My latest BBC Future column – reprinted here for UK readers – takes a look at the possibilities of wearable computing in the light of Apple’s putative “iWatch”.
There’s nothing the internet likes more than rumours about Apple products – apart, possibly, from cute cuts. In the last few days, it is the former that has preoccupied countless netizens.
Specifically, it was rumours about the possible appearance of an iWatch from the Cupertino tech giant. The frenzy of speculation was sparked by a piece written by interface expert and ex-Apple employee Bruce Tognazzini, who argued that a watch would “fill a gaping hole in the Apple ecosystem” and herald a new phase in how we interact with technology.
The article offered no proof that Apple was working on a watch – or that the device that was rapidly christened an iWatch was even a timekeeper (could iWatch be the name of the long awaited TV from Apple?). But the story – true or not – offers a fascinating insight into the rapidly emerging field of wearable computing.
For Tognazzini – the designer behind the Apple Mac’s original user interface – what’s at stake is computing that is able to treat you, for the first time, as a human being. Today, smartphones know roughly where we’re standing, the logins for a selection of our online profiles, and hold a selection of apps and files. Tomorrow, wearable computing might know everything from your altitude and posture to your pulse, blood type, height, weight, and daily routines, right down to the way you take coffee from different stores.
All of this is already technically possible. The question, though, is whether we actually want it. Wearable computing has been on the cusp of the mainstream for years. But are people ready to take the next step into making digital devices such an intimate part of their daily lives?
So far, the mobile computing trend has been towards a multiplication of screens: an increasingly powerful second screen held in the hand, supplementing the flat panel TV on the living room wall, and quite possibly supplemented in turn by further devices at home and work.
Yet the portable power behind this second screen, as Tognazzini highlights, presents an under-exploited opportunity. Why rummage around on the move or constantly brandish an expensive, delicate smartphone if you can instead use it as the hub of your own portable media ecosystem? With a smartwatch on your wrist, smart headphones in your ears, and so on, your phone can remain tucked away while these interlinked devices mediate seamlessly between you and the world.
It’s one of the first visions of wearable computing that, to me, feels like something ordinary people might actually want to do, rather than a black box into which only the earliest of adopters will be willing to pour their efforts (not mentioning any names). The key word, as so often, is “convenience” – which in this case flows from the steady blurring of our physical and digital identities.
Take the laborious task of remembering passwords and passcodes, for instance. Some speculate that the fictional Apple device – or others like it – could soon see them off. After all, if you’re wearing a watch that pairs with your phone, and both devices were activated this morning by a fingerprint and haven’t been more than a few feet apart ever since, it’s pretty safe to assume that you are indeed who you claim.
This means that all the important, secure stuff in your life – from train tickets to banking to social network passwords – can be deployed with a minimum of fuss and active intervention.

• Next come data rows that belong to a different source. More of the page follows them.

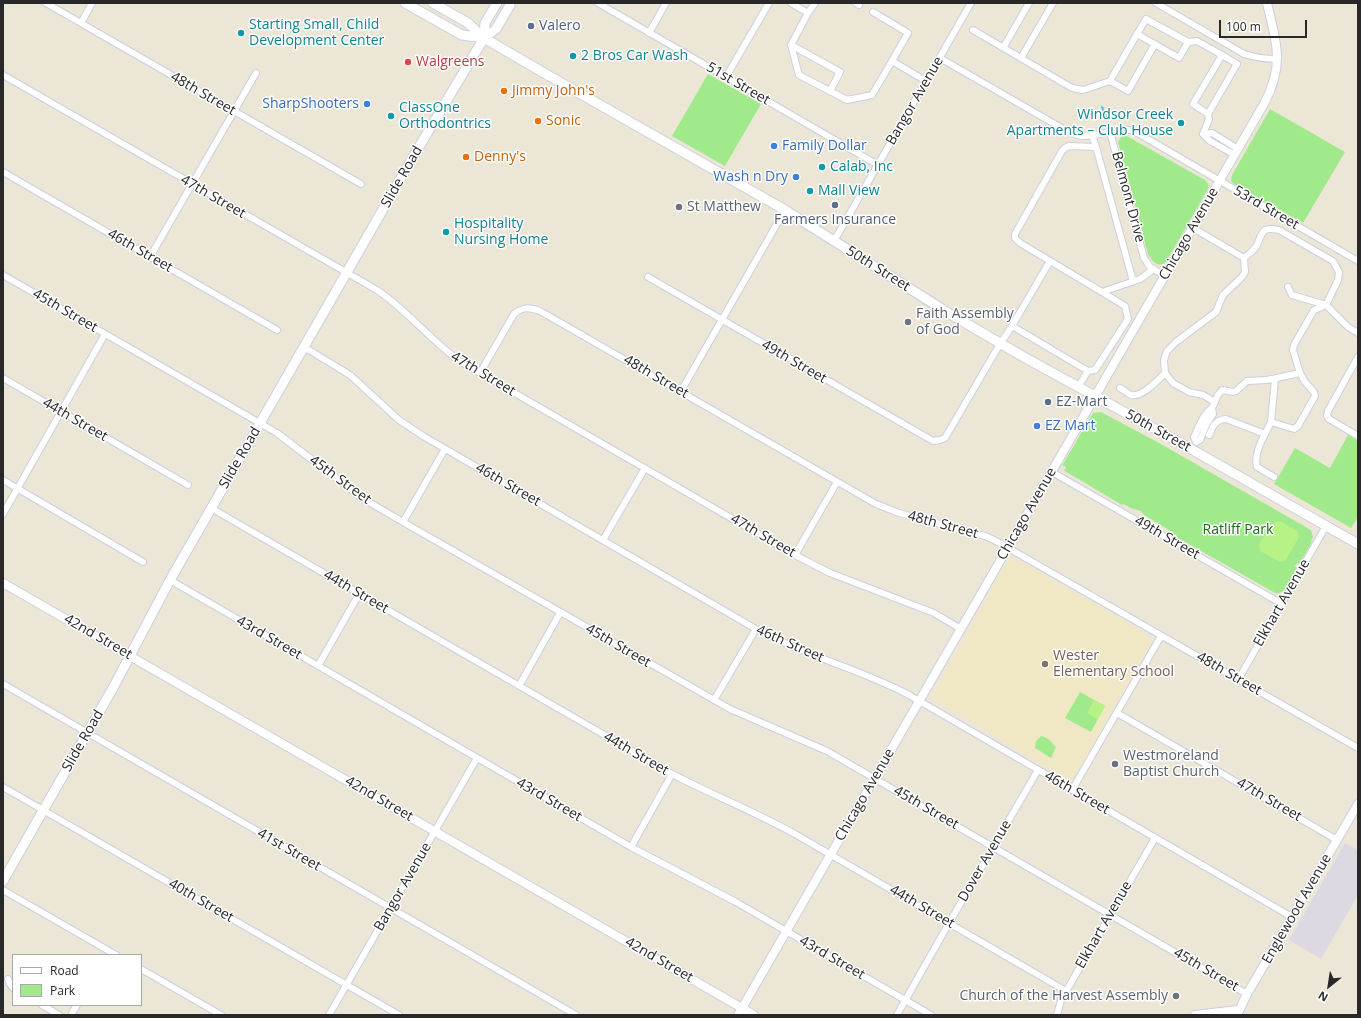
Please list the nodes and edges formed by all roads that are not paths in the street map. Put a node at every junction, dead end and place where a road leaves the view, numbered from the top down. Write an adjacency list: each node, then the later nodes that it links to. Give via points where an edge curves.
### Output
1 (46, 3): 19 (street, 48th Street)
2 (92, 3): 19 (street)
3 (405, 3): 23 (main road, 50th Street, via 462,35)
4 (432, 3): 23 (main road, 50th Street, via 468,23)
5 (497, 3): 23 (main road, Slide Road, via 485,23)
6 (510, 3): 23 (main road, Slide Road, via 496,29)
7 (598, 3): 21 (street, 51st Street)
8 (666, 3): 21 (street)
9 (769, 3): 35 (street)
10 (791, 3): 18 (street)
11 (814, 3): 18 (street)
12 (971, 3): 29 (street, Bangor Avenue)
13 (1029, 3): 27 (street)
14 (1053, 3): 30 (street)
15 (1156, 3): 31 (street, via 1244,54 1264,60)
16 (1267, 3): 31 (street, Chicago Avenue)
17 (873, 12): 32 (street, via 908,33)
18 (808, 13): 26 (street)
19 (81, 23): 39 (street, 48th Street)
20 (972, 30): 27 (street)
21 (649, 33): 35 (street, 51st Street)
22 (1137, 34): 24 (street, via 1146,19); 25 (street); 37 (street)
23 (484, 38): 50 (main road, 50th Street); 62 (main road, Slide Road)
24 (1188, 42): 25 (street, via 1179,58); 28 (street, via 1197,41)
25 (1155, 44): 37 (street, via 1128,91)
26 (791, 45): 38 (street, via 799,75); 38 (street, via 840,72)
27 (1004, 48): 30 (street)
28 (1222, 55): 40 (street, via 1193,104); 40 (street, via 1237,64)
29 (940, 58): 36 (street, Bangor Avenue); 42 (street, Belmont Drive, via 1074,135)
30 (1021, 58): 37 (street, via 1072,88 1083,90)
31 (1278, 59): 44 (street, Chicago Avenue, via 1270,91)
32 (892, 61): 36 (street); 38 (street, via 872,95 846,100)
33 (256, 73): 39 (street)
34 (3, 75): 48 (street, 47th Street)
35 (726, 77): 45 (street, 51st Street)
36 (926, 81): 45 (street, Bangor Avenue)
37 (1110, 81)
38 (830, 91)
39 (234, 111): 48 (street); 49 (street, 48th Street)
40 (1208, 114): 44 (street, via 1203,134 1210,141)
41 (1110, 132): 42 (street, Belmont Drive); 47 (street, 53rd Street, via 1126,129 1134,131); 61 (street, Belmont Drive, via 1144,258)
42 (1092, 135): 43 (street)
43 (1096, 147): 58 (street, via 1065,148 1015,234 1020,243); 66 (street)
44 (1237, 152): 47 (street, Chicago Avenue)
45 (878, 164): 54 (street, Bangor Avenue)
46 (3, 172): 56 (street, 46th Street)
47 (1220, 181): 51 (street, 53rd Street); 52 (street, Chicago Avenue)
48 (192, 184): 56 (street); 62 (street, 47th Street)
49 (361, 184)
50 (785, 210): 54 (main road, 50th Street); 70 (street)
51 (1285, 219): 53 (street); 55 (street, 53rd Street)
52 (1193, 228): 57 (street); 64 (street, Chicago Avenue)
53 (1279, 230): 57 (street, via 1265,230 1260,234 1252,251); 59 (street)
54 (834, 241): 75 (main road, 50th Street)
55 (1340, 250): 59 (street); 60 (street, 53rd Street)
56 (150, 257): 72 (street, 46th Street)
57 (1244, 258): 80 (street, via 1245,272 1221,298 1216,312 1167,351 1164,360)
58 (1050, 261): 68 (street); 71 (street)
59 (1333, 261): 69 (street, via 1339,272 1338,280)
60 (1358, 261)
61 (1154, 270): 64 (street, Belmont Drive); 66 (street)
62 (346, 273): 76 (main road, Slide Road); 79 (street, 47th Street, via 391,300 448,353)
63 (3, 275): 74 (street, 45th Street)
64 (1165, 276): 87 (street, Chicago Avenue)
65 (648, 278): 70 (street, 49th Street)
66 (1133, 281): 68 (street)
67 (1288, 287): 69 (street, via 1292,295)
68 (1102, 292): 78 (street, via 1125,306 1128,319 1095,370)
69 (1326, 305): 73 (street, via 1348,327); 81 (street, via 1314,310 1294,345 1293,350)
70 (721, 320): 75 (street, 49th Street, via 933,441 945,438); 86 (street)
71 (1012, 326): 75 (street); 78 (street)
72 (277, 330)
73 (1358, 333)
74 (105, 334): 90 (street); 92 (street, 45th Street)
75 (1000, 344): 84 (main road, 50th Street)
76 (304, 347): 92 (main road, Slide Road); 96 (street, 46th Street, via 350,375 409,427)
77 (1358, 357): 95 (street, via 1327,416)
78 (1088, 371): 84 (street)
79 (480, 373): 86 (street, 48th Street, via 514,314 520,309 532,308); 97 (street, 47th Street)
80 (1165, 373): 85 (street, via 1138,395 1132,395); 88 (street, via 1173,383 1184,390 1203,395)
81 (1300, 373): 83 (street); 91 (street, via 1315,396 1298,426 1294,429)
82 (3, 378): 90 (street, 44th Street)
83 (1275, 379): 88 (street, via 1248,381 1233,392 1222,390); 91 (street)
84 (1078, 387): 87 (main road, 50th Street)
85 (1120, 388)
86 (681, 391): 101 (street, 48th Street)
87 (1095, 397): 98 (street, Chicago Avenue); 107 (main road, 50th Street)
88 (1215, 402): 89 (street)
89 (1212, 408): 89 (street, via 1194,436 1196,442 1200,440 1213,414)
90 (62, 412): 102 (street, 44th Street); 103 (street)
91 (1271, 422): 93 (street)
92 (260, 423): 104 (main road, Slide Road); 106 (street, 45th Street, via 277,433 362,498)
93 (1265, 434): 94 (street, via 1220,419 1215,422); 99 (street, via 1259,447 1257,467)
94 (1209, 435)
95 (1358, 436)
96 (445, 449): 106 (street); 108 (street, 46th Street)
97 (645, 468): 108 (street); 111 (street, 47th Street)
98 (1052, 472): 110 (street, Chicago Avenue); 116 (street, 49th Street)
99 (1274, 477)
100 (3, 480): 103 (street)
101 (837, 482): 110 (street, 48th Street, via 888,510 985,536); 111 (street)
102 (188, 485)
103 (18, 489): 105 (street); 112 (street)
104 (211, 508): 113 (main road, Slide Road); 115 (street, 44th Street)
105 (3, 514)
106 (403, 522): 117 (street, 45th Street)
107 (1326, 526): 109 (main road, 50th Street); 116 (street, Elkhart Avenue)
108 (603, 540): 118 (street, 46th Street)
109 (1358, 544)
110 (1008, 548): 119 (street, Chicago Avenue); 120 (street, 48th Street)
111 (795, 555): 119 (street, 47th Street, via 830,573 934,613)
112 (143, 562)
113 (170, 580): 121 (main road, Slide Road); 122 (street, 43rd Street)
114 (3, 583): 121 (street, 42nd Street)
115 (359, 594): 122 (street); 125 (street, 44th Street)
116 (1282, 604): 123 (street, Elkhart Avenue)
117 (560, 612): 125 (street); 126 (street, 45th Street)
118 (756, 629): 126 (street); 127 (street, 46th Street, via 788,646 889,685)
119 (961, 629): 127 (street, Chicago Avenue)
120 (1161, 636): 123 (street, 48th Street); 128 (street)
121 (130, 656): 129 (main road, Slide Road); 139 (street, 42nd Street)
122 (318, 666): 131 (street, 43rd Street)
123 (1238, 680): 130 (street, 48th Street)
124 (3, 684): 129 (street, 41st Street)
125 (519, 686): 133 (street, 44th Street)
126 (714, 700): 134 (street, 45th Street, via 751,719 827,751)
127 (919, 701): 132 (street, 46th Street); 134 (street, Chicago Avenue)
128 (1117, 713): 136 (street); 141 (street, 47th Street)
129 (88, 733): 138 (main road, Slide Road); 147 (street, 41st Street)
130 (1358, 748)
131 (477, 758): 139 (street, Bangor Avenue); 142 (street, 43rd Street)
132 (1038, 770): 136 (street, 46th Street); 143 (street, Dover Avenue)
133 (672, 774): 142 (street); 144 (street, 44th Street, via 771,821)
134 (874, 778): 143 (street, 45th Street); 144 (street, Chicago Avenue)
135 (3, 787): 138 (street, 40th Street)
136 (1072, 790): 140 (street, 46th Street)
137 (1358, 804): 141 (street, Englewood Avenue)
138 (44, 810): 145 (main road, Slide Road); 155 (street, 40th Street)
139 (435, 831): 147 (street, Bangor Avenue); 162 (street, 42nd Street)
140 (1155, 838): 148 (street, Elkhart Avenue); 149 (street, 46th Street)
141 (1337, 840): 149 (street, Englewood Avenue)
142 (631, 847): 151 (street, 43rd Street, via 736,902)
143 (993, 847): 148 (street, 45th Street); 150 (street, Dover Avenue)
144 (830, 855): 150 (street, 44th Street); 151 (street, Chicago Avenue)
145 (3, 881)
146 (3, 890): 152 (street)
147 (391, 909): 155 (street, Bangor Avenue); 169 (street, 41st Street)
148 (1110, 915): 157 (street, Elkhart Avenue); 158 (street, 45th Street)
149 (1292, 917): 158 (street, Englewood Avenue)
150 (949, 923): 157 (street, 44th Street); 159 (street, Dover Avenue)
151 (786, 932): 159 (street, 43rd Street); 162 (street, Chicago Avenue)
152 (108, 953)
153 (142, 970): 166 (street)
154 (8, 979): 156 (street)
155 (346, 985): 167 (street, Bangor Avenue); 168 (street, 40th Street)
156 (12, 987)
157 (1066, 991): 173 (street, Elkhart Avenue)
158 (1247, 994): 163 (street, Englewood Avenue)
159 (905, 1000): 171 (street, Dover Avenue); 172 (street, 43rd Street)
160 (44, 1006): 164 (street)
161 (76, 1006): 165 (street)
162 (740, 1012): 170 (street, 42nd Street)
163 (1237, 1013): 174 (street)
164 (60, 1015)
165 (71, 1015)
166 (221, 1015)
167 (329, 1015)
168 (399, 1015)
169 (576, 1015)
170 (754, 1015)
171 (897, 1015)
172 (931, 1015)
173 (1057, 1015)
174 (1195, 1015)

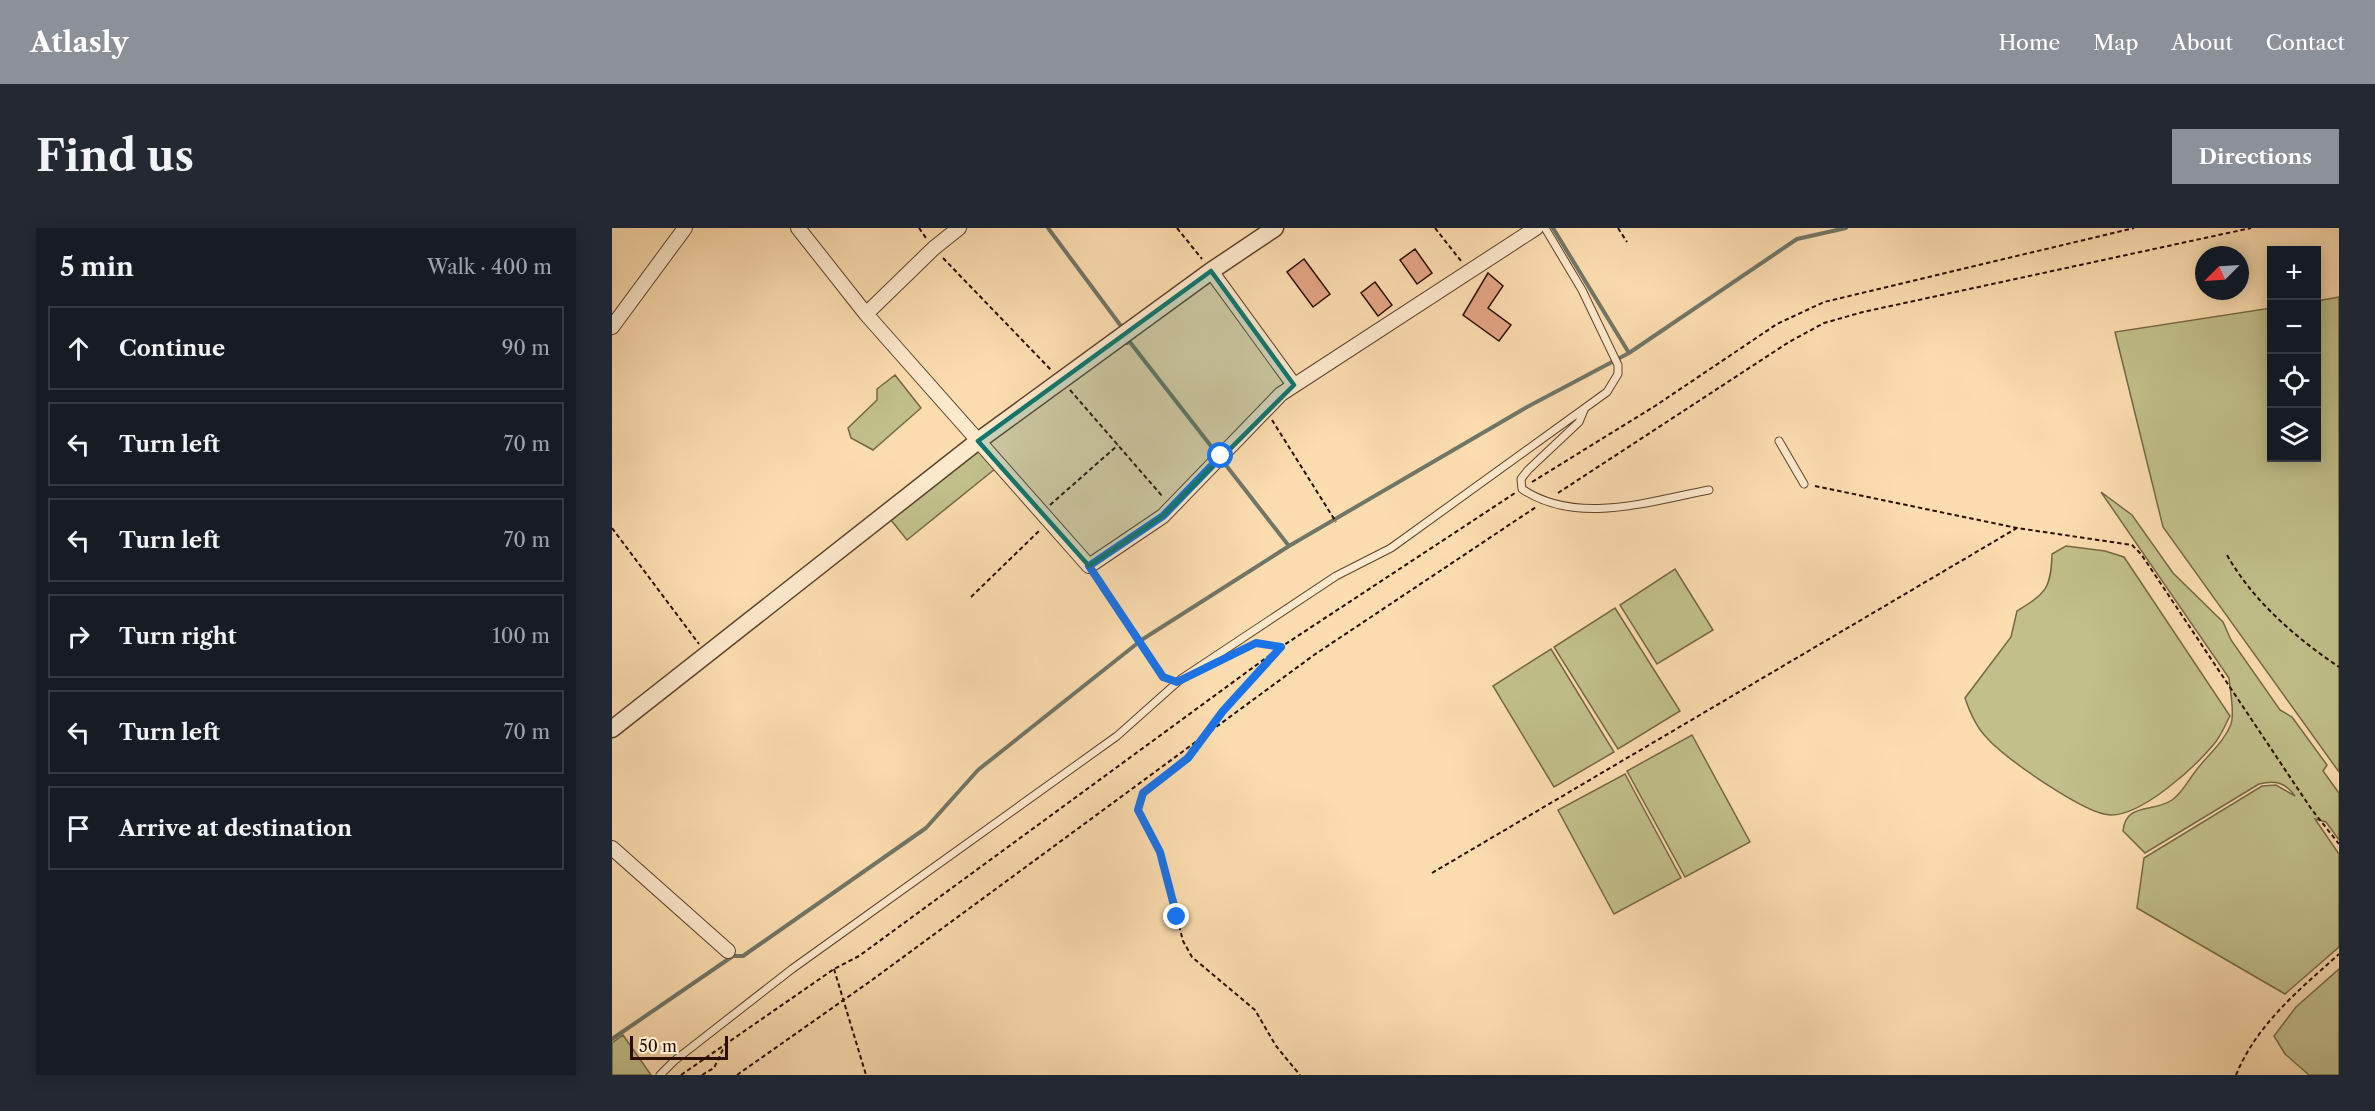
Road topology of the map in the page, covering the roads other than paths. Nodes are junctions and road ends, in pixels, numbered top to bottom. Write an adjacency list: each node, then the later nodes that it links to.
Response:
1 (685, 228): 9 (street)
2 (798, 228): 8 (street)
3 (959, 228): 8 (street)
4 (1275, 228): 7 (street)
5 (1536, 228): 10 (street)
6 (1545, 228): 11 (lane)
7 (1211, 271): 10 (street); 12 (street)
8 (866, 314): 12 (street)
9 (612, 327)
10 (1294, 385): 12 (street)
11 (1585, 409): 15 (lane); 19 (lane)
12 (978, 441): 16 (street)
13 (1779, 441): 14 (lane)
14 (1804, 484)
15 (1709, 490)
16 (612, 729)
17 (612, 848): 18 (street)
18 (729, 951)
19 (660, 1075)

And it also means that the version of you the world is interacting with via the devices you’re wearing is actually, well, you, rather than just your login to a particular profile – complete with your truly “personal ecosystem” of apps and assets, ready to act on your behalf more like a collaborator than a tool.
This, at least, is the theory; and it’s worth noting that this theory depends upon both the constant presence of an internet connection and the conversion of our sartorial accessories into a kind of always-on electronic ID. None of which will be cheering to those concerned about privacy, unintended consequences – or the special species of stupidity that, as I argued in this column last month, can apply to the proliferation of “smart” systems.
Yet I suspect these hurdles will be overcome – with or without Apple. “Technology,” as the American author and academic Sherry Turkle once wrote, “is seductive when what it offers meets our human vulnerabilities”; and the kind of ease on offer here is more seductive than most.
Think of how social networks have already become a kind of second self for so many of us. The rewards for success, on both the user and creator sides of the equation, are simply too great. No matter how great the reservations in some quarters, we’re not far distant from a future in which apps and devices become as much a unique part of us, in the eyes of the world, as our haircuts or glasses.
Humanity, to paraphrase Oscar Wilde, can resist anything except temptation. Yet before we gratefully submit and slip on the next generation of wearable devices, it’s worth reflecting on the fine line between creating technologies that reflect our lives and technologies that control them.
I love my phone dearly, but I’m not sure quite how far I trust it – and its creators – with everything it already knows about me, let alone giving it unfettered access to my heart rate, blood type and beverage preferences. If these visions come to pass, some of us may yet discover that there’s only so much of ourselves we’re prepared to share.